Oh, and you’ll have to edit the metadata to reflect the title/author and the like again.
JustAnEbook.zip (513 KB)

Robert, thank you very much. (By the way, last night, turned into a crazed creature like one of those elephants in zoos that end up just swinging their head from side to side to side to side, I also entered the request for a clearer Compile/Formatting thingy in the Wish List section, and a bunch of people have jumped in to help there.)

Now, before I do this, I have to clarify exactly what you’re telling me to do. You write: “Edit the link in the Front Matter ebook folder and of course replace the stand-in text and cover image.” What exactly are you talking about here. What link? What stand-in text? By the cover image, do you mean pull in my friend’s own Cover file? (Sorry not to understand, and thank you very very much for your help.)
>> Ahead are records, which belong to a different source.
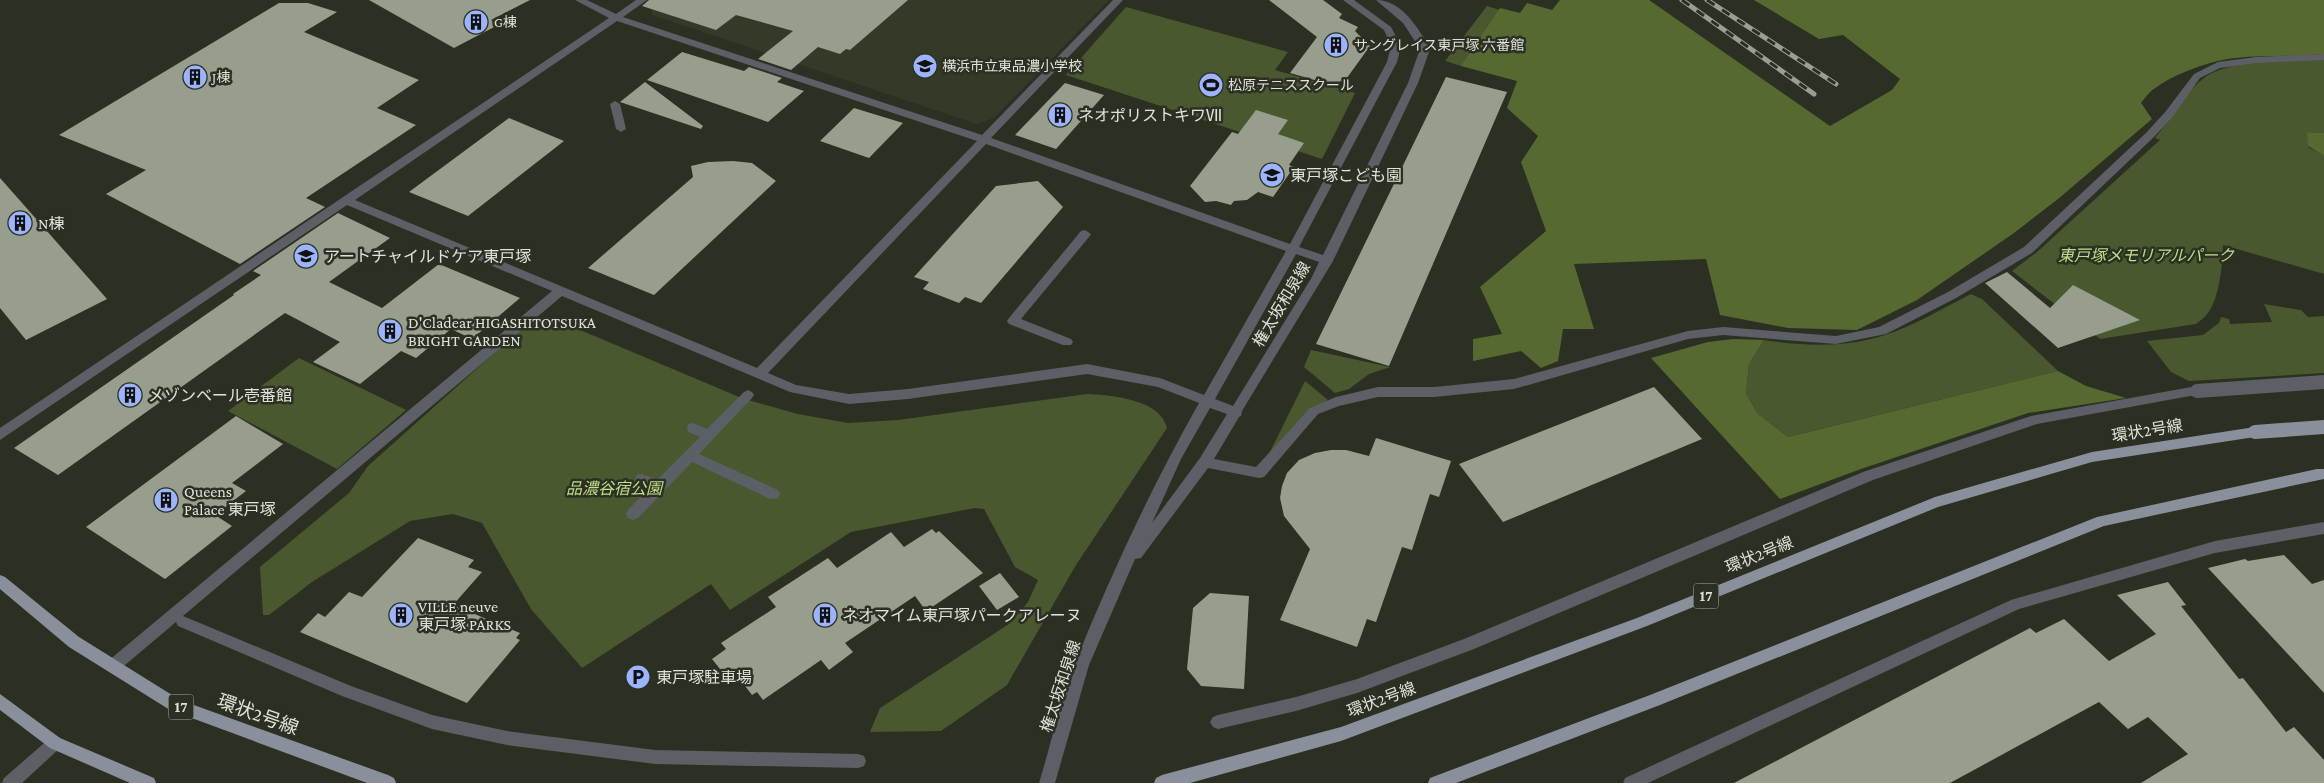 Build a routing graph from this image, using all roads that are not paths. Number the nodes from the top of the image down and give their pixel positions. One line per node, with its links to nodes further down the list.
1 (580, 0): 6 (street)
2 (642, 0): 6 (street)
3 (1118, 0): 10 (street)
4 (1348, 0): 13 (street, 権太坂和泉線)
5 (1381, 0): 14 (street, 権太坂和泉線)
6 (617, 18): 10 (street); 11 (street)
7 (2324, 57): 27 (street)
8 (615, 104): 9 (street)
9 (621, 129)
10 (986, 140): 13 (street); 17 (street)
11 (348, 201): 15 (street); 24 (street)
12 (1085, 234): 16 (street)
13 (1292, 250): 14 (street); 20 (street, 権太坂和泉線)
14 (1327, 261): 21 (street, 権太坂和泉線)
15 (561, 290): 17 (street); 37 (street)
16 (1067, 342)
17 (758, 375): 20 (street)
18 (2324, 382): 39 (street, bridge)
19 (748, 394): 25 (street)
20 (1206, 401): 21 (street); 34 (street, 権太坂和泉線)
21 (1237, 412): 27 (street, 権太坂和泉線)
22 (2324, 427): 46 (main road, 環状2号線 / 17, bridge)
23 (693, 428): 25 (street)
24 (0, 435)
25 (709, 435): 26 (street)
26 (690, 455): 30 (street); 31 (street)
27 (1205, 462): 34 (street, 権太坂和泉線)
28 (2320, 474): 47 (main road)
29 (642, 479): 30 (street)
30 (659, 487): 32 (street)
31 (773, 494)
32 (633, 514)
33 (2324, 528): 48 (street)
34 (1121, 574): 45 (street, 権太坂和泉線)
35 (0, 582): 37 (main road, 環状2号線 / 17)
36 (183, 622): 41 (street)
37 (113, 666): 44 (main road, 環状2号線 / 17)
38 (0, 701): 40 (main road)
39 (1218, 722)
40 (55, 743): 42 (street); 43 (main road)
41 (858, 761)
42 (10, 783)
43 (148, 783)
44 (388, 783)
45 (1047, 783)
46 (1162, 783)
47 (1436, 783)
48 (1631, 783)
It looks like Keith has taken you well in hand in the other wishlist thread, so you probably want to ignore this thread or risk further confusion, but to answer your questions…

There is a Front Matter folder at the same level as the Manuscript folder in my provided project, near the top of the binder. Inside it, there’s an “e-book” folder (I left everything expanded so you can see it).

In that folder is a dummy “My great Novel” cover image provided by the template I used. Trash that, drag in the real cover. Later, when you go to the compile settings, if you’ve chosen Kindle as your output type, there will be a Cover section; choose the real cover image from the drop-down list before you compile.

After that is a Title Page with a fake title, a fake author “Me”, and a link to google.com. Replace the title and author, formatting as you see fit. The link below that on the title page to google… just delete that, then go to Edit->Insert->Link and enter your friend’s website URL.

Following that, a Dedication page has the stand-in text “Your dedication here”. Replace those words with the real dedication.

Once you’ve untangled this whole compile thing, maybe this will make some more sense to you. Good luck. Once you have the time, I highly recommend either Gwen Hernandez’s book davidhewson.com/standalones/writ … scrivener/. Either of them should maybe shed some light on compiling and how it relates to the organization of your binder. Assuming the built-in tutorial (Help->Interactive Tutorial didn’t help).